Forgive me for rambling because that wasn't the main point of this post. The point was about thinking I'd never eaten a chicago hot dog. After I took the first few bites, I realized I'd had this before. I was conjuring up hot dogs from my past... was it at Top Dog in Berkeley?... was it at the sausage place in Venice Beach?... did I actually have one in Chicago in a former life?... Then it dawned on me. I was on a Junior High School trip to San Francisco circa 1979, staying at the Travel Lodge in Fisherman's Wharf. There was a little stand near the adjacent corner of the street the Travel Lodge was on, facing the wharf. After getting chowder from one of the crab stands, I needed something more to fill me up, and I thought a hot dog would do. Anyway, little did I know that I was getting a chicago dog. I even remember the Vienna Sausage sign that was hanging above this little stand (mainly because the first thing that popped to mind was those little canned weiners--which I thought were vienna sausages back then). I remember thinking it was the best hot dog I ever had... in fact, that might have been the highlight of that trip (well, besides hanging out a lot with a girl I had a crush on, but that's another story). I went back several more times in those few days that the guy who ran the stand remembered me. So there I was, sitting in Madison Square Park, with all these memories bubbling up, having what I thought was a decent enough hot dog, but nowhere near as revelatory as that first experience when I was in Jr High.

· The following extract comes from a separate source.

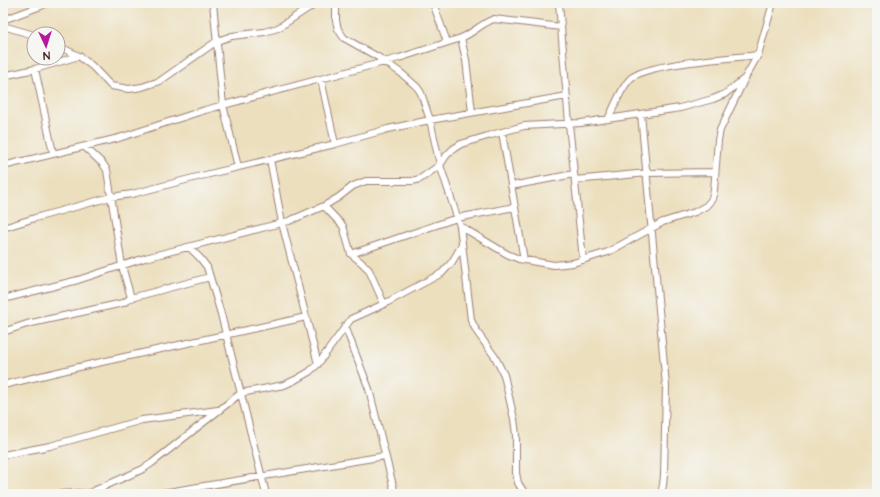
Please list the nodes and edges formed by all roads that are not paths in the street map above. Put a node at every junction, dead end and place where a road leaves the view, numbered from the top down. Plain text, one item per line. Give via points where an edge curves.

I know that having these kinds of flashbacks aren't uncommon, as I'm sure we have those association with old smells that we reencounter here and there. However, I'm not quite certain I've had a positive tastebud memory this powerful (a negative memory, I gather, would be a gag reflex from a noxious taste memory -- I've had those too). Anyone care to share theirs? Also, does anyone remember the hotdog stand near Fisherman's wharf? I've even lived in the bay area for a few years after college, and completely forgot about the place.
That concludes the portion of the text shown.